2581023The Shadow of the Gloomy East — Chapter XXIV. Fetishism of the WordFrancis Bauer CzarnomskiFerdinand Ossendowski
CHAPTER XXIV

Fetishism of the Word

A REVOLUTION can never be contained within the frame designed for it for a given moment, but rushes on in its impetuous course. The Tsar abdicated the throne in his own and in his heir Alexy's name. Then came those painful moments when he saw those who "worshipped" him while he was Emperor turn their backs on him. The hideous spectacle of the debasement, cowardice, and vulgarity of the aristocracy caused universal disgust. Only a few persons of subaltern positions remained with the Imperial family to the very end, sharing their tragic suffering until the end.

The first revolutionary Government of Prince Lvov and the second Government of Kerensky's cultivated mysticism and fetishism of the word.

"And the Word became flesh," says the Scripture.

But the word of Lvov, Milyukov, Kerensky, and of the thousands of revolutionary orators remained a word which passed without an echo. It was a pitiful picture of the Impotence and wretchedness of the Russian intelligentsia.

Till at last the flesh came.

Bolshevism came, drowning the monarchists in a sea of blood, issuing new pass-words founded upon the destruction of Russia.

The Commissars of the people, Dzierjynski, Wolodarski, and Pavlunovski of the Cheka offered the bloody hecatomb, murdering all who believed in the great powerful Russia, in the return to the old order.

Special detachments of Finns, Letts, Hungarians, Germans, and Chinese were at their disposal, and for their protection against the efforts of "counter-revolution."

Sailors of the fleet, inflamed by propaganda, hewed down their officers with axes, tore them to pieces, drowned them in the sea at Wiborg, till their bodies formed dams. They broke up and robbed their ships, and sold the machinery, guns, and scrap metal on the markets in the capital and in Finland.

Blood flowed in streams, covering with a scarlet veil the "bloodless" revolution which was dreamt of and discussed at the British Embassy in Petrograd.

The new lord—Bolshevism—achieved great things during the five years, while throwing out to the civilised countries lofty slogans, bold, new words, and dazzling them with its energy, alacrity, and determination.

It conquered its enemies with the armed hand, destroyed Russia till she was laid bare, dying, imbued with blood; it changed the political configuration of Europe; on the ruins of monarchism and socialism it founded a new empire. Only its ruler needs not one crown, but five, or sixty-three. … Full-fledged autocracy is being floated upon the sea of social-communistic slogans, which remain an empty sound.

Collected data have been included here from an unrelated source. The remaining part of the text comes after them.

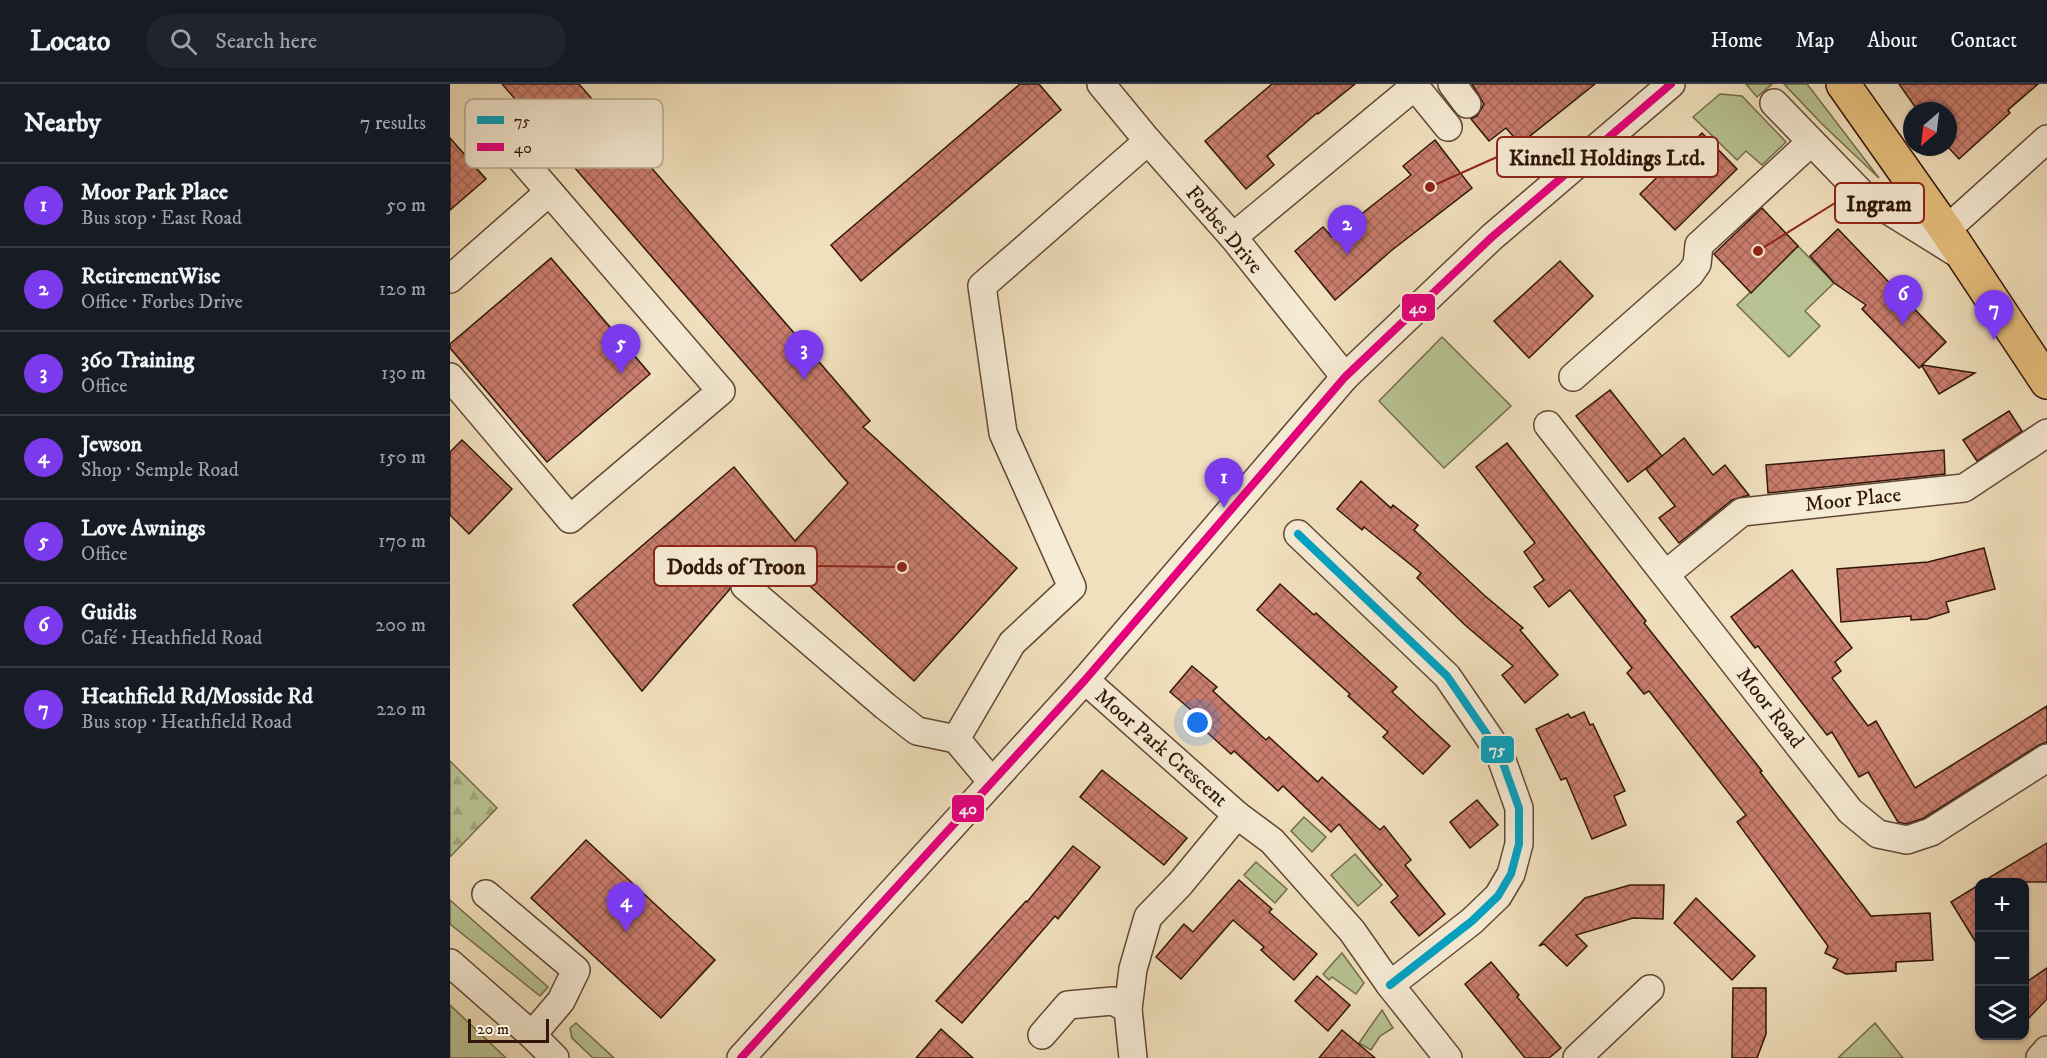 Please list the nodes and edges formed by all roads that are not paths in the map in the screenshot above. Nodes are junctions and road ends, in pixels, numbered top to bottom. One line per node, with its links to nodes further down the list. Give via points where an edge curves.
1 (1101, 84): 8 (street, Forbes Drive)
2 (1671, 84): 17 (street, via 1492,237)
3 (1843, 84): 12 (main road)
4 (1414, 85): 6 (street); 13 (street)
5 (1774, 103): 9 (street)
6 (1448, 127)
7 (2047, 139): 12 (street)
8 (1148, 141): 13 (street, Forbes Drive); 26 (street, via 982,286 1003,433 1072,587 1012,643)
9 (1811, 141): 14 (street, via 1863,194); 16 (street, via 1699,245 1697,264 1690,274)
10 (528, 168): 11 (street)
11 (549, 192): 15 (street); 19 (street, via 721,391 570,519)
12 (1946, 230): 14 (main road)
13 (1233, 237): 17 (street, Forbes Drive)
14 (1964, 257): 18 (main road)
15 (450, 279)
16 (1573, 377)
17 (1345, 378): 25 (street)
18 (2047, 382)
19 (456, 396)
20 (1548, 425): 23 (street, Moor Road)
21 (2047, 433): 23 (street, Moor Place, via 1964,488 1742,512)
22 (1298, 534): 32 (street, via 1447,676 1499,752 1519,808 1519,844 1511,874 1498,896)
23 (1666, 574): 27 (street, Moor Road, via 1850,811 1878,834 1907,840 1931,832)
24 (746, 586): 26 (street, via 917,731)
25 (1085, 680): 28 (street); 29 (street, Moor Park Crescent)
26 (956, 739): 28 (street)
27 (2047, 758)
28 (992, 782): 39 (street)
29 (1237, 815): 32 (street, Moor Park Crescent, via 1272,841 1300,871 1352,931); 34 (street, Moor Park Crescent, via 1148,917 1133,969)
30 (486, 894): 35 (street, via 576,970 561,1001)
31 (450, 963): 35 (street)
32 (1390, 985): 41 (street, Moor Park Crescent)
33 (1650, 989): 42 (street)
34 (1128, 1009): 36 (street, via 1113,1001 1068,1005); 40 (street, Moor Park Crescent)
35 (532, 1035): 38 (street)
36 (1042, 1035)
37 (2047, 1050): 43 (street)
38 (555, 1058)
39 (741, 1058)
40 (1133, 1058)
41 (1448, 1058)
42 (1577, 1058)
43 (2040, 1058)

Europe, enchanted, listens to the wonderful song of words—fetishes—and does not perceive the spreading licence, disease, famine, and death, remains deaf to the cracking of human bones devoured by human beings, does not look into the caves of the Cheka, does not want to understand that everything in Bolshevism is and will remain as of old, although the scenery is changed, and sometimes the names and even the persons are changed.

Bolshevism rolls on like a ball of snow, and threatens, not only through the propagation of its slogans, but through millions of hungry, despondent men, grown wild, whom it can throw against the West; threatens through "awakened Asia," where the conflagration is already blazing. The flame will have abundant food—eight hundred million men—who gnash their teeth and clench their fists, while treacherous Bolshevism and Communism, concealing its true face, whispers:

"Forward against the white man! Away with Christian civilisation! We are on your side!"

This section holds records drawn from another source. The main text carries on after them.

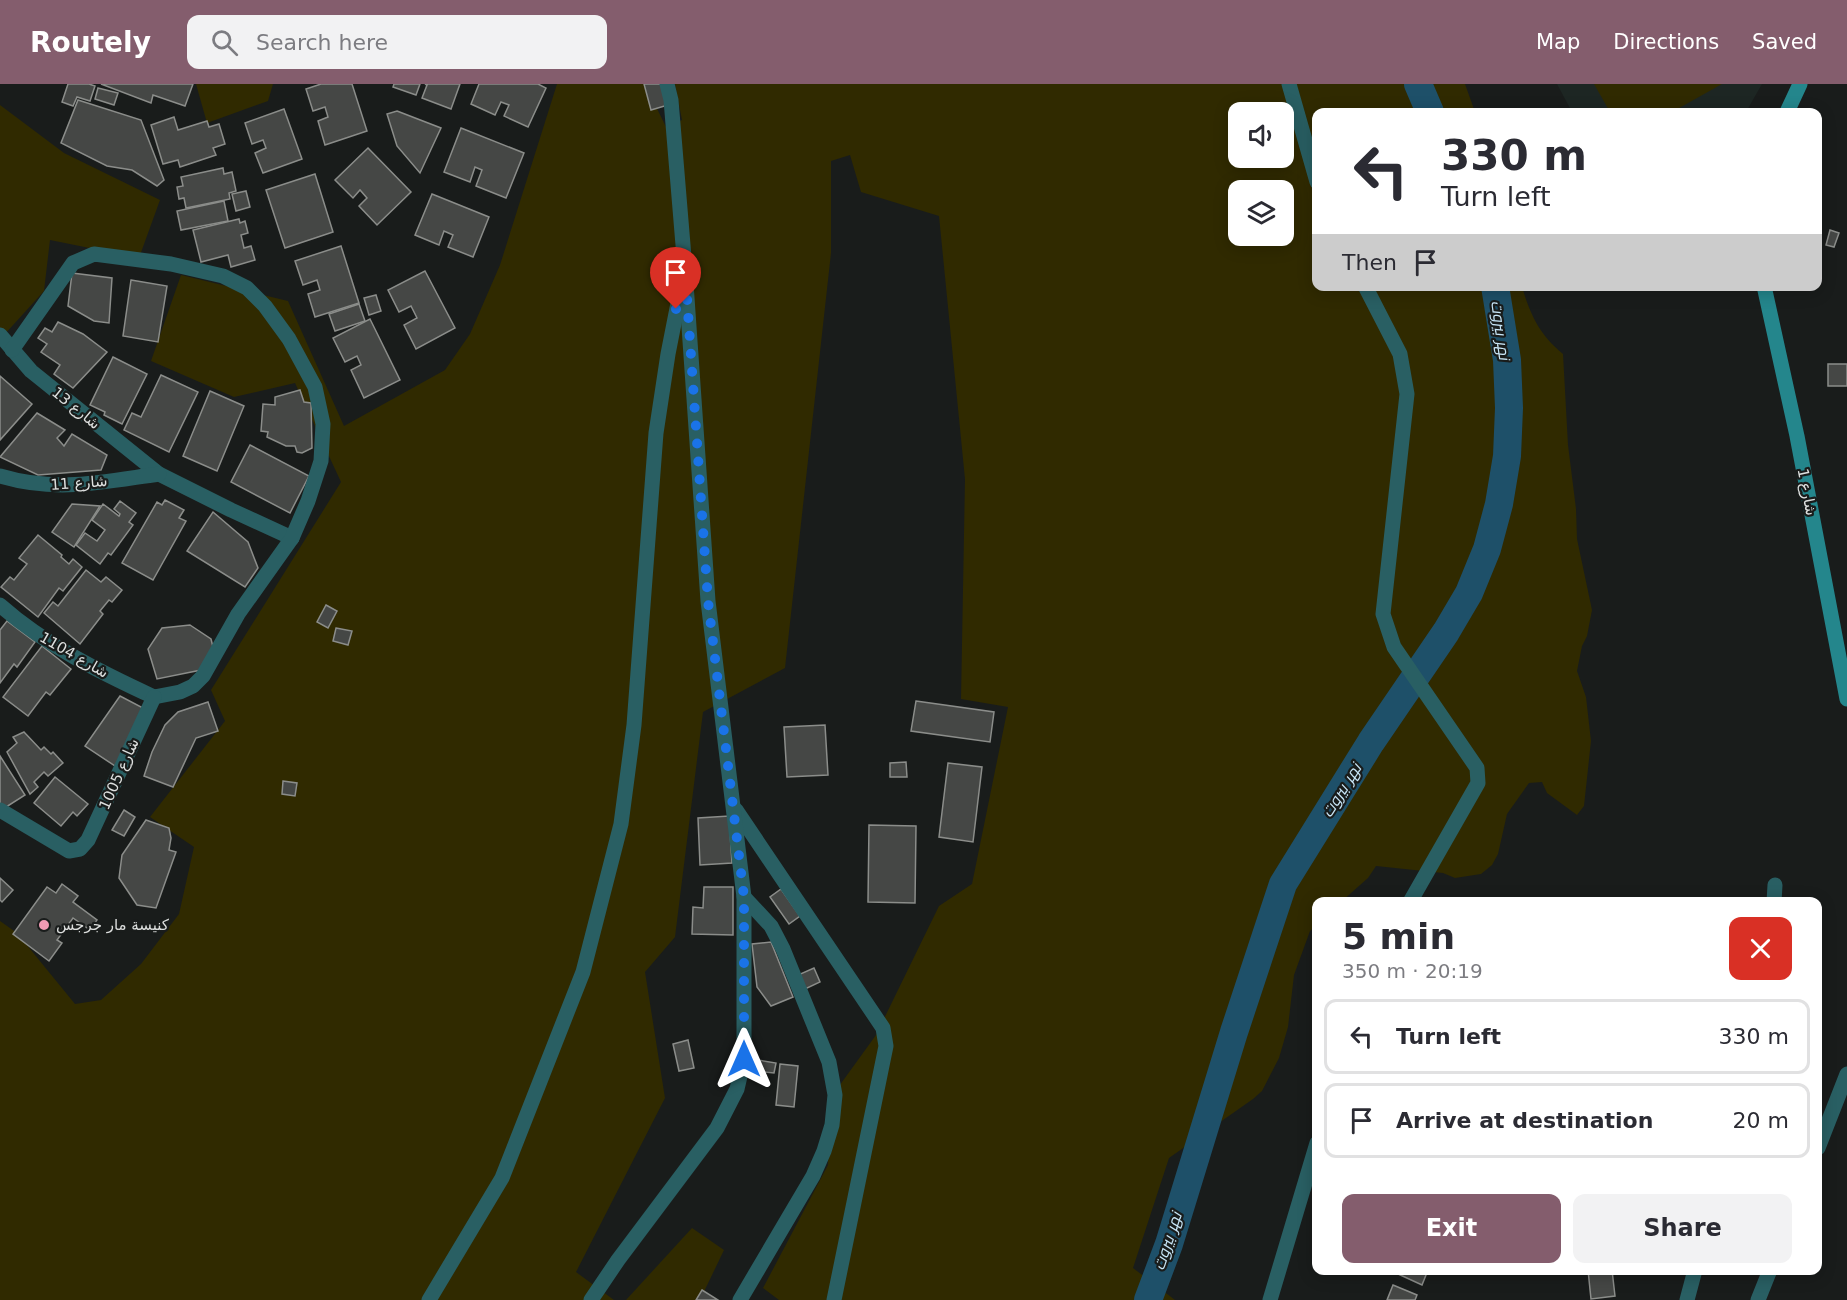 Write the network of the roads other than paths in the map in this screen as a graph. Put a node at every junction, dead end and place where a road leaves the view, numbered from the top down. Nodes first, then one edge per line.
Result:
1 (667, 84) edge
2 (1289, 84) edge
3 (1800, 84) edge
4 (1789, 108) edge
5 (1312, 164) edge
6 (685, 269) junction
7 (1368, 291) edge
8 (1765, 291) edge
9 (0, 335) edge
10 (12, 350) junction
11 (159, 474) junction
12 (0, 476) edge
13 (292, 538) junction
14 (0, 605) edge
15 (154, 697) junction
16 (1847, 699) edge
17 (734, 807) junction
18 (0, 810) edge
19 (1775, 885) dead end
20 (744, 897) junction
21 (1413, 897) edge
22 (1774, 897) edge
23 (1847, 1074) edge
24 (1822, 1138) edge
25 (1312, 1160) edge
26 (1694, 1275) edge
27 (1768, 1275) edge
28 (429, 1300) edge
29 (591, 1300) edge
30 (740, 1300) edge
31 (834, 1300) edge
32 (1270, 1300) edge
33 (1687, 1300) edge
34 (1758, 1300) edge

1 - 6 street
2 - 5 street
3 - 4 street
6 - 17 street
6 - 28 street
7 - 21 street
8 - 16 street, شارع 1
9 - 10 street, شارع 13
10 - 11 street, شارع 13
10 - 13 street
11 - 12 street, شارع 11
11 - 13 street, شارع 13
13 - 15 street
14 - 15 street, شارع 1104
15 - 18 street, شارع 1005
17 - 20 street
17 - 31 street
19 - 22 street
20 - 29 street
20 - 30 street
23 - 24 street
25 - 32 street
26 - 33 street
27 - 34 street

Now they do not whisper it only; they proclaim it aloud and gravely in Thibet, India, Mongolia, and China.

The Circassians, the Calmuks, the Djungars, the Burlats, and Tartars, the chieftains of the valiant Chinese Chunchuzes, sing songs of this day of revenge.

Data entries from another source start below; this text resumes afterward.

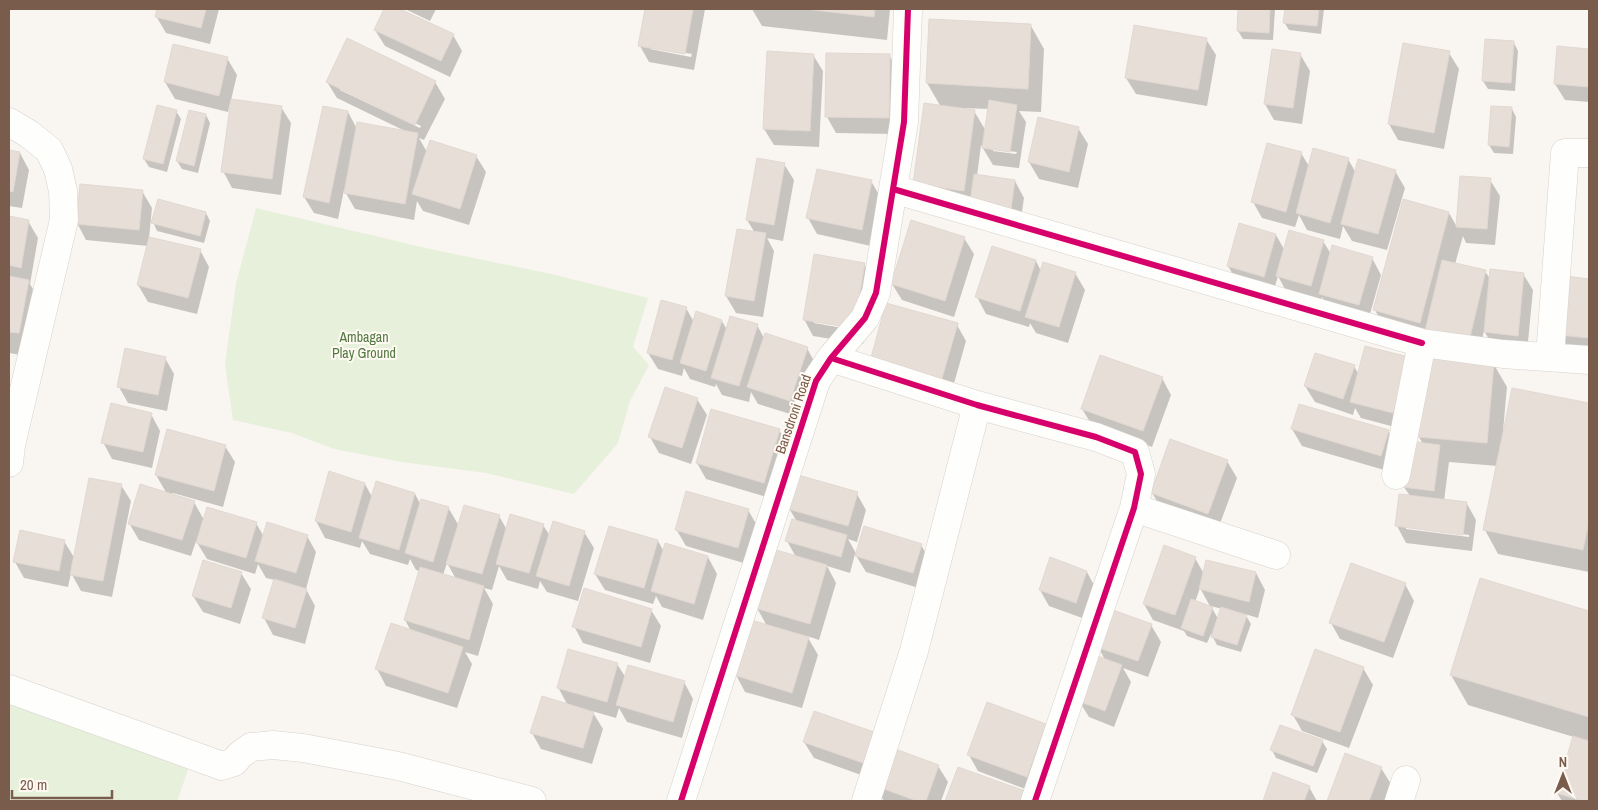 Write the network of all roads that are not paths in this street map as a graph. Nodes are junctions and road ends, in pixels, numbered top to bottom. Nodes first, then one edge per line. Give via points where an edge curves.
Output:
1 (908, 9) edge
2 (9, 122) edge
3 (1589, 153) edge
4 (893, 189) junction
5 (1422, 343) junction
6 (1550, 357) junction
7 (831, 358) junction
8 (1589, 360) edge
9 (977, 405) junction
10 (9, 463) edge
11 (1396, 475) dead end
12 (1134, 508) junction
13 (1276, 555) dead end
14 (9, 689) edge
15 (532, 801) edge
16 (681, 801) edge
17 (866, 801) edge
18 (1035, 801) edge

1 - 4 street, Bansdroni Road via 904,122
2 - 10 street via 49,150 63,190 64,220
3 - 6 street via 1565,153
4 - 5 street
4 - 7 street, Bansdroni Road via 876,293 866,318
5 - 6 street
5 - 11 street
6 - 8 street
7 - 9 street
7 - 16 street, Bansdroni Road via 816,381
9 - 12 street via 1096,436 1135,452 1142,474
9 - 17 street via 914,651
12 - 13 street
12 - 18 street
14 - 15 street via 222,766 234,762 251,747 273,745 398,766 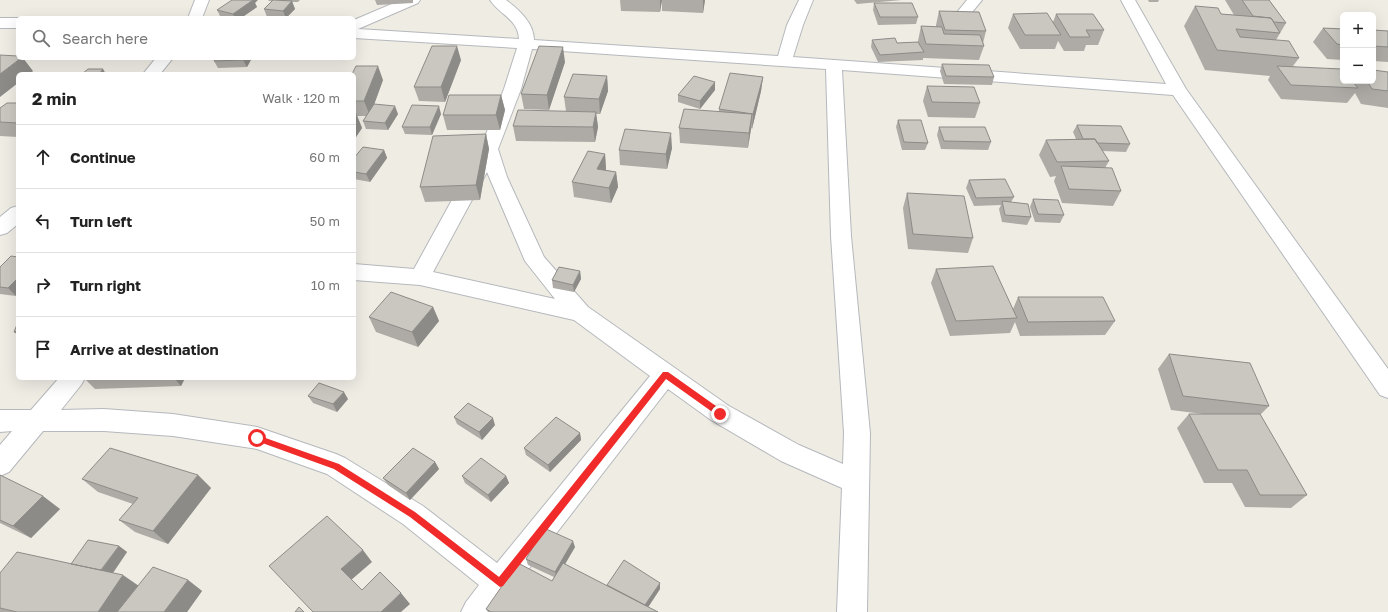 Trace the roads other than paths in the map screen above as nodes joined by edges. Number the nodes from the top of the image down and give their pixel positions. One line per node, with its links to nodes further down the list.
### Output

I listened to the gloomy lays breathing horror in the plain of Caydam, on the slopes of Bogdo-Ulu, in the forests of Tauan-Ola, and the waters of the Hwang Ho.

This is the aim of the hapless "great" Russian revolution, the revolution of nomads, suicides, wizards, witches, and various other fiends, and almost apocalyptic monsters.

It ended in a genuine counter-revolution: Bolshevism, a movement directed against Socialism, nationhood, and civilisation, ultimately leading somebody—unknown as yet—to the throne of the Tsars of a new dynasty unprecedented in its autocracy.

Whom?

Perhaps a new Great Mogol, Jengiz-Temudjin or Tamerlane. …

And he will be for Christian civilisation an Antichrist, black or red, an antithesis of the evolution of the spirit and of progress—the first harbinger of the approaching doom of mankind.

That terrible shadow coming from the East has happened more than once before in the history of mankind, and has been always gloomy, like autumnal night, like the soul of suicide.